Strettamente legata a questo conflitto – quando Trump si insedierà alla Casa Bianca a gennaio saranno quasi tre anni di guerra atroce – è la questione della Nato. Trump non ha mai nascosto, era una sua fissazione anche durante il primo mandato 2016-2020, l’intenzione di «rivalutare radicalmente» lo scopo, la missione e forse l’esistenza stessa della Nato come la conosciamo oggi e lega il sostegno degli Stati Uniti all’Alleanza Atlantica a un consistente aumento della spesa per la Difesa da parte degli alleati.
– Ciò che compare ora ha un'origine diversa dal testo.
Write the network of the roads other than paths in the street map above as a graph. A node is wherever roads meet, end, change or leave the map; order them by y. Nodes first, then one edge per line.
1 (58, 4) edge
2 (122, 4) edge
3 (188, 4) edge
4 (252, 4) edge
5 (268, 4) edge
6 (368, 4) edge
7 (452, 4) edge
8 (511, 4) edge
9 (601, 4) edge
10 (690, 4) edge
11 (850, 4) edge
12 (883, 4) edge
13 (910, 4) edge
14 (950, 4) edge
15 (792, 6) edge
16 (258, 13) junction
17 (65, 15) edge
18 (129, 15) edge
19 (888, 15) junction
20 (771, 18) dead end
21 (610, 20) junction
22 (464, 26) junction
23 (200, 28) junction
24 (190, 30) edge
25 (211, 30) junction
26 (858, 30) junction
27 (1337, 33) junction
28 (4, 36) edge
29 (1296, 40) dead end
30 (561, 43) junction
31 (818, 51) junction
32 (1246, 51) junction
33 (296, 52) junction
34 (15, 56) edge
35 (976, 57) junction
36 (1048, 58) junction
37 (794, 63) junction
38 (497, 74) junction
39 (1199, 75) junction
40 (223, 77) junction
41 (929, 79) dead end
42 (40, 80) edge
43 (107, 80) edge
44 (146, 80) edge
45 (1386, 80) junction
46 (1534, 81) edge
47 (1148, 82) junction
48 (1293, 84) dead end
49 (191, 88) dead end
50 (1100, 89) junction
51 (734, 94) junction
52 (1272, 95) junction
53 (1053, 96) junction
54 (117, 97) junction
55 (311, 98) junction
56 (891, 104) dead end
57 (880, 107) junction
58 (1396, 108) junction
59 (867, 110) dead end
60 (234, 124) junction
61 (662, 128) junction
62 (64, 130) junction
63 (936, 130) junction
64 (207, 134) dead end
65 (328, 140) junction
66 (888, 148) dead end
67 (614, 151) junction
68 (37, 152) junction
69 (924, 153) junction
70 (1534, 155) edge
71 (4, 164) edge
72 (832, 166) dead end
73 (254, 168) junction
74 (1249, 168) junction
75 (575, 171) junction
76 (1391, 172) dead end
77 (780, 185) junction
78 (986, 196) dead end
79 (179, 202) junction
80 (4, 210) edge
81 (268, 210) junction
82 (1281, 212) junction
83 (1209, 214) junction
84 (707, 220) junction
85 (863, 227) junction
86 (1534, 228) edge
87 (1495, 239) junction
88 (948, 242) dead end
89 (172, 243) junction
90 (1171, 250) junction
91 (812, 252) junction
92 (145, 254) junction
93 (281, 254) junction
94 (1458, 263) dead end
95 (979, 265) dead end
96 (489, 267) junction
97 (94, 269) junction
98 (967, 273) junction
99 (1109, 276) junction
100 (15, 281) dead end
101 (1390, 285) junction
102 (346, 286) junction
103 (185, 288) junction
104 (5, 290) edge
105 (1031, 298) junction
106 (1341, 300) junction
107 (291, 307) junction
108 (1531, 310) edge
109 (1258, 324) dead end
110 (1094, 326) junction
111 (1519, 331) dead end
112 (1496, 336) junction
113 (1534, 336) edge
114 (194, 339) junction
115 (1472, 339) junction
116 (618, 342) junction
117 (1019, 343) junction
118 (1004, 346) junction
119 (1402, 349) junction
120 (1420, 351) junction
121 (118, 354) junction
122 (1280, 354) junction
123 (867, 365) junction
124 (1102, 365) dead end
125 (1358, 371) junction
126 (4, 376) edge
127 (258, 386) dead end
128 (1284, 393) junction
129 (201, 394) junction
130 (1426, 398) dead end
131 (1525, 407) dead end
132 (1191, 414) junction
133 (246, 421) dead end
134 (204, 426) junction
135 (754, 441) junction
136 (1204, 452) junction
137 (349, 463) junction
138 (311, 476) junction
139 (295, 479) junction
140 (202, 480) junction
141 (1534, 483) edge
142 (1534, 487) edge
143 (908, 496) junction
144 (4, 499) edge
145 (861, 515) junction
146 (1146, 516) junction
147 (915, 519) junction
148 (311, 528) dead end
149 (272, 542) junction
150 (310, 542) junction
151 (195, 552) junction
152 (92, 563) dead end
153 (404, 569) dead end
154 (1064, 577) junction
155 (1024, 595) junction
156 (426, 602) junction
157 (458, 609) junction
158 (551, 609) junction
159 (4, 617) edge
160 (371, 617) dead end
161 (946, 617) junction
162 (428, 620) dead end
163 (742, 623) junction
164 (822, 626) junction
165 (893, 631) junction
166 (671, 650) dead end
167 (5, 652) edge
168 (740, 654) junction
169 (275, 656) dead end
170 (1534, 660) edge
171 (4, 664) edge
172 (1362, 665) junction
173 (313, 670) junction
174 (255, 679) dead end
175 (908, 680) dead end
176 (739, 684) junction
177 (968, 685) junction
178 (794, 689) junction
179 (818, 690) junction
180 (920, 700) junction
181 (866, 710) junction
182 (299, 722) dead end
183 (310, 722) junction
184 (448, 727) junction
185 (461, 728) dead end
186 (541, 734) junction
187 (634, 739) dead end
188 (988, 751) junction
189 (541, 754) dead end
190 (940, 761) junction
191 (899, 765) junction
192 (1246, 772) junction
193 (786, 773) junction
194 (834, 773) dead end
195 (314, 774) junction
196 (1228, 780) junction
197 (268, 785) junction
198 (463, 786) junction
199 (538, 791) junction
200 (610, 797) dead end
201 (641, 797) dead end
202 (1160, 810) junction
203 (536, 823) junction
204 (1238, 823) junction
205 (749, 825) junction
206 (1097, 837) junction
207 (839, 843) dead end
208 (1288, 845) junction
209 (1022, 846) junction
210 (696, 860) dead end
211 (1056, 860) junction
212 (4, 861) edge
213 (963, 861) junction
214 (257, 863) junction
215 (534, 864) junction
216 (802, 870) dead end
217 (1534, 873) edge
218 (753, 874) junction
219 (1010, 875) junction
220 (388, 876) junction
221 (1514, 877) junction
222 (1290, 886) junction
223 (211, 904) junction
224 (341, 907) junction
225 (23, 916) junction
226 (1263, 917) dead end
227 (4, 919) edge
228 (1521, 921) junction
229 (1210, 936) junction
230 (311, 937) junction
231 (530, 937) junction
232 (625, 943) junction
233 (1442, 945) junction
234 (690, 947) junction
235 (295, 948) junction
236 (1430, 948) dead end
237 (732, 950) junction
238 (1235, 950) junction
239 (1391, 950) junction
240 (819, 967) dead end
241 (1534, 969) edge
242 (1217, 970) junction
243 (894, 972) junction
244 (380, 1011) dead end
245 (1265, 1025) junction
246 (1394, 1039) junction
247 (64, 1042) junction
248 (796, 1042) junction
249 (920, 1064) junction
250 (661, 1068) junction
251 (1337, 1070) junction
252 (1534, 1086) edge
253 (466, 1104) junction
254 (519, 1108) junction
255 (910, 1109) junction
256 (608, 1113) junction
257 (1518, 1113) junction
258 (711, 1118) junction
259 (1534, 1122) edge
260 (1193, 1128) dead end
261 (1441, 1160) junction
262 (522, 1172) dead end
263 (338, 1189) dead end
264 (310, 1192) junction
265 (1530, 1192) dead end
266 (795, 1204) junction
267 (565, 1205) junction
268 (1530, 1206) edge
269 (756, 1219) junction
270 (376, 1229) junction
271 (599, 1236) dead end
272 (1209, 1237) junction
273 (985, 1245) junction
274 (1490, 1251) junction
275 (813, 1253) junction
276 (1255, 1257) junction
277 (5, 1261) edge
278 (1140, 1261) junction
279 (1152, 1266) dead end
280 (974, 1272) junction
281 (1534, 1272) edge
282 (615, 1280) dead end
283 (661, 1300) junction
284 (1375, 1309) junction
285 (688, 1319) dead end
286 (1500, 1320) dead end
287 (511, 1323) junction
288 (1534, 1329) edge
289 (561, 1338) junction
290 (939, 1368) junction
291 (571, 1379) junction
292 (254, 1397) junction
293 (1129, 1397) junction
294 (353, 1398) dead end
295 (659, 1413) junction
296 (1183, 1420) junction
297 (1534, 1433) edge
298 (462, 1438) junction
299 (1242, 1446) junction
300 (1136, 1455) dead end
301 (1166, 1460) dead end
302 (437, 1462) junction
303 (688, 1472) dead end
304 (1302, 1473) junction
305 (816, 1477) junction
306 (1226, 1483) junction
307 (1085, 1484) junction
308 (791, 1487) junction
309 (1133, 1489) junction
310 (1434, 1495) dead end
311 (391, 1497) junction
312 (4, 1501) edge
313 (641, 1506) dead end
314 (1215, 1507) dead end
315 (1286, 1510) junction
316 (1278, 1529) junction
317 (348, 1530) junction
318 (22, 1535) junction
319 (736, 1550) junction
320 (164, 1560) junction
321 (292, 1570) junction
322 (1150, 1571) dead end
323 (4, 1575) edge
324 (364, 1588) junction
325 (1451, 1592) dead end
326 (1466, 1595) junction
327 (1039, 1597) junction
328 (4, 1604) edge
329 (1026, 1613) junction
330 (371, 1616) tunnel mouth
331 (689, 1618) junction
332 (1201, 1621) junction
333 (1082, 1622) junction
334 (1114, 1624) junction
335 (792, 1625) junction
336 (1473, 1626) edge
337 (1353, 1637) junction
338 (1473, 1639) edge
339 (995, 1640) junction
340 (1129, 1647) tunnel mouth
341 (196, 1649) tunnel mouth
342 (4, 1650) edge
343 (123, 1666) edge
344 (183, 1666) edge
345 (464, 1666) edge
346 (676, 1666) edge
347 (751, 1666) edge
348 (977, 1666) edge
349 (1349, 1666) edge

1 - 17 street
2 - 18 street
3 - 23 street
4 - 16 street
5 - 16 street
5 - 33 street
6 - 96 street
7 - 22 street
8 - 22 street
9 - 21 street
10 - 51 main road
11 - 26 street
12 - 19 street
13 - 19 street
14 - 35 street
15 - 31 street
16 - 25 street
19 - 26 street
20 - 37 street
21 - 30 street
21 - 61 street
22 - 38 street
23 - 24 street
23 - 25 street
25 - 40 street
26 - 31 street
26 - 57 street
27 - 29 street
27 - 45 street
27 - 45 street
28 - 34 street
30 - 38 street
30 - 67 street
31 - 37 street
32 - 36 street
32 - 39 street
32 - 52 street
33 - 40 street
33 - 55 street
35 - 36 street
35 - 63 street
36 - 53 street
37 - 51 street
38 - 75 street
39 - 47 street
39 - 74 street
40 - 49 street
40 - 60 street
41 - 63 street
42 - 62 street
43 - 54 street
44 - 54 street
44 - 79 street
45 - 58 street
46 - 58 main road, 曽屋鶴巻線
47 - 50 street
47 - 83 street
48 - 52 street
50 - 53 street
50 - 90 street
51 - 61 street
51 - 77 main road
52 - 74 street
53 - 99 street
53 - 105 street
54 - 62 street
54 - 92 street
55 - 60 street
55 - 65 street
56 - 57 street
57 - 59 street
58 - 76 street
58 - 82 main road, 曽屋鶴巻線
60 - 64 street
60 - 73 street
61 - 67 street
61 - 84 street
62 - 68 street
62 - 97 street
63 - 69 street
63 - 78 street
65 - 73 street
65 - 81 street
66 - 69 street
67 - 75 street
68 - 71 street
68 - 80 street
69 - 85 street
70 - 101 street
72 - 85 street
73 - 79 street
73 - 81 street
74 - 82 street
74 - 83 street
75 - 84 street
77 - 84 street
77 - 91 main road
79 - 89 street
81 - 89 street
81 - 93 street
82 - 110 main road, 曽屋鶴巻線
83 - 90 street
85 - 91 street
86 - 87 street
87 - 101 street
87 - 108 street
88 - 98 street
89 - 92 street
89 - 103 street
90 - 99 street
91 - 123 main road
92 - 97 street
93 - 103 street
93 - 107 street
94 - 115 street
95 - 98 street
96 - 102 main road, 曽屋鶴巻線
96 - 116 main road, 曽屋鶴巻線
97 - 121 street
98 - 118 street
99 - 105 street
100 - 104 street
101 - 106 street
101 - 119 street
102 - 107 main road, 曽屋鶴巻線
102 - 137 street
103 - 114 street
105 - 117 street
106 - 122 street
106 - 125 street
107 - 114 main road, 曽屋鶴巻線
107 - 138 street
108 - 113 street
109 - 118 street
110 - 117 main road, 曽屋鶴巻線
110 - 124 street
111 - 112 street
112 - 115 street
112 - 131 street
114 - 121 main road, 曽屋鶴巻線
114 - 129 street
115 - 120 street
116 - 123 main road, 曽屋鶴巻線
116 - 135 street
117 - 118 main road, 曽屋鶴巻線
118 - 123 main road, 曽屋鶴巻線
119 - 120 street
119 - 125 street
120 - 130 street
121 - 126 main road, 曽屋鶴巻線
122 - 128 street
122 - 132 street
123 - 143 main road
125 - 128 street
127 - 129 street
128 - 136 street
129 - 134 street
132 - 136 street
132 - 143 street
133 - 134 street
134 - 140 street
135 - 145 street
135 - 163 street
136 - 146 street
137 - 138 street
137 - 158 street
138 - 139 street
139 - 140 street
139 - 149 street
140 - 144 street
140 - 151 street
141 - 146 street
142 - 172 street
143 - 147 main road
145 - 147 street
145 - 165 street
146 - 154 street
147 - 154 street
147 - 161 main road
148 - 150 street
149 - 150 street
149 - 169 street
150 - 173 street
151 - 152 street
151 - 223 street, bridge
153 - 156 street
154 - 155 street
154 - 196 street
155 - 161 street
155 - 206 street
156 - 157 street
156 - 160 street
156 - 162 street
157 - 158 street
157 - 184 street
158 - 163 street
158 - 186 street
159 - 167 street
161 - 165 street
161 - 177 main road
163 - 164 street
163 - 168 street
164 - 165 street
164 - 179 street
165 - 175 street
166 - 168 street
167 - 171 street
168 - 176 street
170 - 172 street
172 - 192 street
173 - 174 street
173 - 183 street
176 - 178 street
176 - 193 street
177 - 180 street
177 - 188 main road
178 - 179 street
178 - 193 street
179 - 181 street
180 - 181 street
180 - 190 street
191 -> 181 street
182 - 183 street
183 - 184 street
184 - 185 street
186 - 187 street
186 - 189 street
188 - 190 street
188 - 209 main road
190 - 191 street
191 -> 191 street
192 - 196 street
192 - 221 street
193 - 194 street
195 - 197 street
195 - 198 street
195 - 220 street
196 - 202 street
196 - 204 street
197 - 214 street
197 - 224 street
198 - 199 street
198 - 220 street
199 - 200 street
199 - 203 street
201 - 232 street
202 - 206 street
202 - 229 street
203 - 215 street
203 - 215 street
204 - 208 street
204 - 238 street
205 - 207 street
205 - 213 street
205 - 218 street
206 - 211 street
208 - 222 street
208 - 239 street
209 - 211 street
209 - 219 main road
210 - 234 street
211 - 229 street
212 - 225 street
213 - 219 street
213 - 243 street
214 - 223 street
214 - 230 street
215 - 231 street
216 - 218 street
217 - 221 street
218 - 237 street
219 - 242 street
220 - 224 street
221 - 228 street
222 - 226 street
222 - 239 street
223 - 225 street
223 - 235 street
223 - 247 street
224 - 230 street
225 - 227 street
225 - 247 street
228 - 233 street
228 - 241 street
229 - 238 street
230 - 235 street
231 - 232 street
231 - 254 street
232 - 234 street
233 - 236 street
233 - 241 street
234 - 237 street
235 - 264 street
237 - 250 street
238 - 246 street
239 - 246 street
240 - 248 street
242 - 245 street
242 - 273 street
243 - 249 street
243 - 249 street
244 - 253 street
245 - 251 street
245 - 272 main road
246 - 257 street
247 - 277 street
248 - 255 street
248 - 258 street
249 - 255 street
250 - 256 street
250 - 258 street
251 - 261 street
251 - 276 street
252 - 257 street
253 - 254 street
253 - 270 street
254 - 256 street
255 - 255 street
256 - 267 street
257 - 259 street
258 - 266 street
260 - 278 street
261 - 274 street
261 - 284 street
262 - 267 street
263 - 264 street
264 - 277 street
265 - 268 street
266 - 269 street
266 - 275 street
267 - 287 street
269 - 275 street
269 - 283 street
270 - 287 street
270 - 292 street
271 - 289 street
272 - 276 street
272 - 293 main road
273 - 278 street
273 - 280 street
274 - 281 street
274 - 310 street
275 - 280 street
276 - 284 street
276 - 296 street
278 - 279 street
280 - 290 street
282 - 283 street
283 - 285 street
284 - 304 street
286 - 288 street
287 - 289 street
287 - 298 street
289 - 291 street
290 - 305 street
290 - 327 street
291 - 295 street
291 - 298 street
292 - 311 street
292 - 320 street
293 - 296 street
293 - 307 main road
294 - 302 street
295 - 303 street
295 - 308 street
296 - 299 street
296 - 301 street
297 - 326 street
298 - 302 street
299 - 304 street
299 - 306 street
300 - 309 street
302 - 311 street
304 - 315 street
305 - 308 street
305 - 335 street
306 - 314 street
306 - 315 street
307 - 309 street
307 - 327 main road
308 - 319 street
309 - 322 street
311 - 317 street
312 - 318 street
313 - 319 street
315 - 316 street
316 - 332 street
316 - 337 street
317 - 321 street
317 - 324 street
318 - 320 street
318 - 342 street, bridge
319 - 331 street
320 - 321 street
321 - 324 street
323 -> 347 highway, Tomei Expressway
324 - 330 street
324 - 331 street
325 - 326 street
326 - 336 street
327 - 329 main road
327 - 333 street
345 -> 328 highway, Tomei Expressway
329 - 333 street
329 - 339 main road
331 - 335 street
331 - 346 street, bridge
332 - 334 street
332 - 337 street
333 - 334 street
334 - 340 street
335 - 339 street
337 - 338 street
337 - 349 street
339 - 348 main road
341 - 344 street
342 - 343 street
Per l’Europa la necessità di rafforzare le proprie difese e di assumersi maggiori responsabilità all’interno della Nato diventa ora una questione più urgente, anche tenuto conto delle divisioni nella Ue e dell’aperto boicottaggio dell’Ungheria di Viktor Orbán, che si è già accreditato come l’uomo di Trump nel Vecchio Continente. L’asse franco-tedesco è quasi un ricordo con Emmanuel Macron indebolito e la coalizione di Olaf Scholz sull’orlo del collasso.

Israele

Chi ha brindato sicuramente al successo di Trump è Benjamin Netanyahu, che potrebbe avere, nel giro di due mesi, una mano ancora più libera contro Hamas, Hezbollah e in prospettiva anche con l’Iran degli ayatollah. Il risultato del 6 novembre ha fatto tirare un sospiro di sollievo al governo israeliano che si è scontrato più volte con l’amministrazione democratica di Joe Biden su Gaza e sul Libano. La prima Casa Bianca di Trump aveva del resto già dato grandi soddisfazioni a Netanyahu, quando, in contrasto con molti alleati Usa, aveva riconosciuto Gerusalemme come capitale di Israele e aveva accettato la sovranità israeliana sulle alture del Golan. Brindano anche i coloni e chi, come l’ultradestra israeliana, preme per nuovi insediamenti anche nella Striscia di Gaza.

Cina

In Europa se ne è parlato di meno, ma il tema più importante nella politica estera della nuova Casa Bianca saranno i rapporti con la Cina. La seconda superpotenza mondiale è pronta alla guerra commerciale nel caso Trump dovesse seriamente dare seguito alle minacce di aumentare i dazi con l’obiettivo di ridurre la dipendenza degli Stati Uniti dalle importazioni cinesi, in particolare in settori critici come l’elettronica, l’acciaio e i prodotti farmaceutici.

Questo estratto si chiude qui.